**Material provided:**
--- START ---

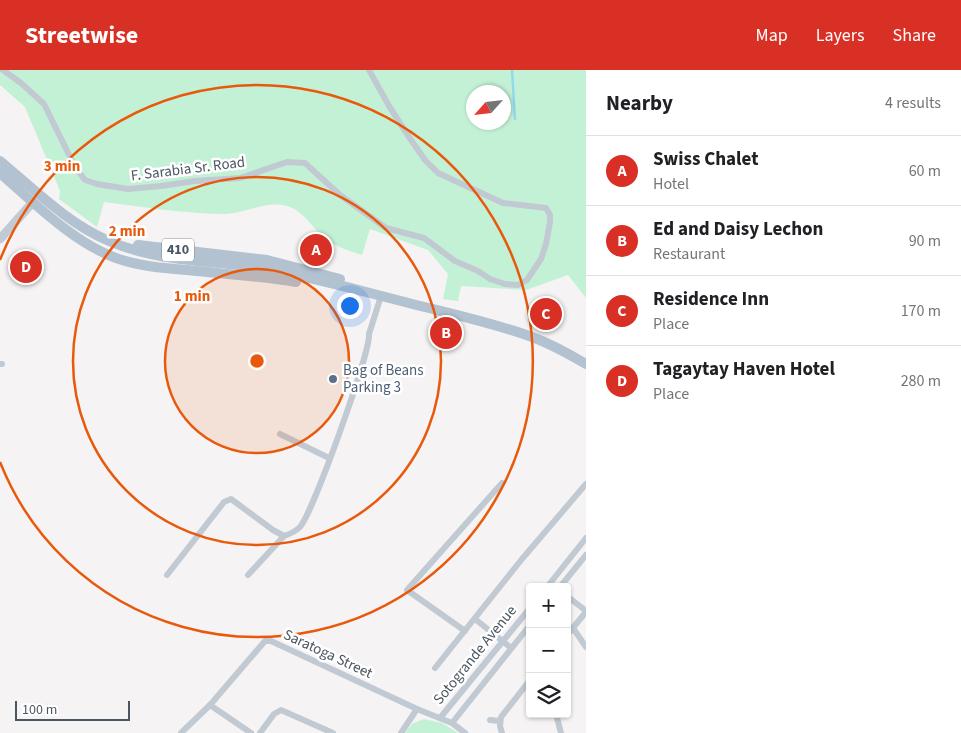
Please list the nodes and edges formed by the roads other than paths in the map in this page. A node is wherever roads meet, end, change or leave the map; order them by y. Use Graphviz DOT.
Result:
graph roads {
  1 [pos="3,70"];
  2 [pos="369,70"];
  3 [pos="0,152"];
  4 [pos="0,161"];
  5 [pos="0,173"];
  6 [pos="33,202"];
  7 [pos="0,238"];
  8 [pos="381,296"];
  9 [pos="586,364"];
  10 [pos="280,434"];
  11 [pos="329,458"];
  12 [pos="502,483"];
  13 [pos="586,485"];
  14 [pos="284,536"];
  15 [pos="586,538"];
  16 [pos="586,555"];
  17 [pos="167,575"];
  18 [pos="248,575"];
  19 [pos="552,583"];
  20 [pos="563,583"];
  21 [pos="571,599"];
  22 [pos="586,612"];
  23 [pos="526,613"];
  24 [pos="474,619"];
  25 [pos="528,628"];
  26 [pos="573,628"];
  27 [pos="571,630"];
  28 [pos="465,631"];
  29 [pos="503,642"];
  30 [pos="586,647"];
  31 [pos="511,648"];
  32 [pos="435,668"];
  33 [pos="526,685"];
  34 [pos="210,705"];
  35 [pos="417,709"];
  36 [pos="440,718"];
  37 [pos="557,718"];
  38 [pos="490,720"];
  39 [pos="500,721"];
  40 [pos="452,723"];
  41 [pos="181,733"];
  42 [pos="252,733"];
  43 [pos="260,733"];
  44 [pos="333,733"];
  45 [pos="401,733"];
  46 [pos="465,733"];
  47 [pos="502,733"];
  48 [pos="561,733"];
  1 -- 2 [label="street, F. Sarabia Sr. Road"];
  3 -- 8 [label="main road, 410"];
  4 -- 8 [label="main road"];
  5 -- 6 [label="main road, 410"];
  6 -- 7 [label="street"];
  6 -- 8 [label="main road, 410"];
  8 -- 9 [label="main road, 410"];
  8 -- 11 [label="street"];
  10 -- 11 [label="street"];
  11 -- 14 [label="street"];
  12 -- 28 [label="street"];
  13 -- 24 [label="street"];
  14 -- 17 [label="street"];
  14 -- 18 [label="street"];
  15 -- 19 [label="street"];
  16 -- 20 [label="street"];
  21 -- 22 [label="street"];
  22 -- 26 [label="street"];
  23 -- 29 [label="street, Sotogrande Avenue"];
  24 -- 28 [label="street"];
  24 -- 29 [label="street"];
  25 -- 31 [label="street, Sotogrande Avenue"];
  26 -- 27 [label="street"];
  26 -- 30 [label="street"];
  28 -- 32 [label="street"];
  29 -- 31 [label="street"];
  29 -- 36 [label="street, Sotogrande Avenue"];
  31 -- 40 [label="street, Sotogrande Avenue"];
  33 -- 39 [label="street"];
  34 -- 35 [label="street, Saratoga Street"];
  34 -- 41 [label="street, Saratoga Street"];
  34 -- 42 [label="street"];
  35 -- 36 [label="street, Saratoga Street"];
  35 -- 45 [label="street"];
  36 -- 40 [label="street, Saratoga Street"];
  37 -- 48 [label="street"];
  38 -- 39 [label="street"];
  39 -- 47 [label="street"];
  40 -- 46 [label="street, Saratoga Street"];
  43 -- 44 [label="street"];
}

--- END ---

**Task item:**
Go through the records. Copy each line where "Saratoga" appears.

**Result of this exercise:**
  34 -- 35 [label="street, Saratoga Street"];
  34 -- 41 [label="street, Saratoga Street"];
  35 -- 36 [label="street, Saratoga Street"];
  36 -- 40 [label="street, Saratoga Street"];
  40 -- 46 [label="street, Saratoga Street"];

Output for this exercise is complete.